What the exercise asks: In the entries below, find every line with the string "main" and copy it.

Records for the exercise:
==========

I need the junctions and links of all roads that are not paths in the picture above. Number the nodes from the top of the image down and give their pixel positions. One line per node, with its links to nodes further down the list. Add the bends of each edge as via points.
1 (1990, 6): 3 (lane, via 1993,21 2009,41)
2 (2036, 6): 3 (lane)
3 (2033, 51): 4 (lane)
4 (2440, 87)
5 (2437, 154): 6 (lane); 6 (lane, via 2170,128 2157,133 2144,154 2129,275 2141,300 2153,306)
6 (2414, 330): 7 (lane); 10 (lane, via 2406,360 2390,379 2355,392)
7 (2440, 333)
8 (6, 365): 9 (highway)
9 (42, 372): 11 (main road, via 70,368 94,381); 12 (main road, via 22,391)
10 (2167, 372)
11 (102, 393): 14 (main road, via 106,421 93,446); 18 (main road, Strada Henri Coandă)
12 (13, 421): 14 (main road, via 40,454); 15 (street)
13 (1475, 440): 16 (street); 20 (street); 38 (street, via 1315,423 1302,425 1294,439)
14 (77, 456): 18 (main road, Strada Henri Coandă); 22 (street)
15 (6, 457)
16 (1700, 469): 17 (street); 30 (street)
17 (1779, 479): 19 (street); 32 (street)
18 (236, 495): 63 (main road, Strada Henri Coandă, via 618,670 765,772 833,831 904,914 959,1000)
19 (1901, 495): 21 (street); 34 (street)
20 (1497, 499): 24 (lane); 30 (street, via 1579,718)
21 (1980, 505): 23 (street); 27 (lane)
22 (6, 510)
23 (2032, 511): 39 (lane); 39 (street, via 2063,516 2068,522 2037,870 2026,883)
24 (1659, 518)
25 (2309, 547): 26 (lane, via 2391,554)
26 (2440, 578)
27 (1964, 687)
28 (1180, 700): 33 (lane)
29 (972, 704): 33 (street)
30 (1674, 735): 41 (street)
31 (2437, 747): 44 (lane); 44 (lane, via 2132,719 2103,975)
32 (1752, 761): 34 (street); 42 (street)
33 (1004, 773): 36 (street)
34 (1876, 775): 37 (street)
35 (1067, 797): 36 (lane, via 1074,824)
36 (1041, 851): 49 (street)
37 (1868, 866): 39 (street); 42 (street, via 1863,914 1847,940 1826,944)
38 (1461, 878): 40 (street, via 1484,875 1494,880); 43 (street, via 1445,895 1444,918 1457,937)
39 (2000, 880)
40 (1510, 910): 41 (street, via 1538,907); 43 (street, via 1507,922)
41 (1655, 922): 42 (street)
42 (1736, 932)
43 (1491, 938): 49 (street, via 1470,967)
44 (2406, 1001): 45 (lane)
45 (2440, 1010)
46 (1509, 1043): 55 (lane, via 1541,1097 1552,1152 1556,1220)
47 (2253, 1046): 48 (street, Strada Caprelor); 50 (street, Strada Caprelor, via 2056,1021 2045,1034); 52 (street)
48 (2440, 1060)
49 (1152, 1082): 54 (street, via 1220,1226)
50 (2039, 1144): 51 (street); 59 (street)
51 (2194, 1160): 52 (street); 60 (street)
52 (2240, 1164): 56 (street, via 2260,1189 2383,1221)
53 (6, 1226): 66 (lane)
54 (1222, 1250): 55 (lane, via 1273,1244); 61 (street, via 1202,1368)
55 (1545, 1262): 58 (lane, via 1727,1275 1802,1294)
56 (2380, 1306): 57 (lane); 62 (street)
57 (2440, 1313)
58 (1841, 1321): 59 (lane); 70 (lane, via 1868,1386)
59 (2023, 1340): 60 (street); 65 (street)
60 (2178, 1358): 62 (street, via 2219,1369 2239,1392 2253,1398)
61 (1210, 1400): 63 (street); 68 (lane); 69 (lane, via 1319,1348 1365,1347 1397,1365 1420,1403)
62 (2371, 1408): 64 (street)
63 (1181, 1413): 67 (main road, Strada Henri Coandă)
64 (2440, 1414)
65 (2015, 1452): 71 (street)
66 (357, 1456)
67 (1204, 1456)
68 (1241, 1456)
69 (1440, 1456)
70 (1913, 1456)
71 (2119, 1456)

==========

Result:
9 (42, 372): 11 (main road, via 70,368 94,381); 12 (main road, via 22,391)
11 (102, 393): 14 (main road, via 106,421 93,446); 18 (main road, Strada Henri Coandă)
12 (13, 421): 14 (main road, via 40,454); 15 (street)
14 (77, 456): 18 (main road, Strada Henri Coandă); 22 (street)
18 (236, 495): 63 (main road, Strada Henri Coandă, via 618,670 765,772 833,831 904,914 959,1000)
63 (1181, 1413): 67 (main road, Strada Henri Coandă)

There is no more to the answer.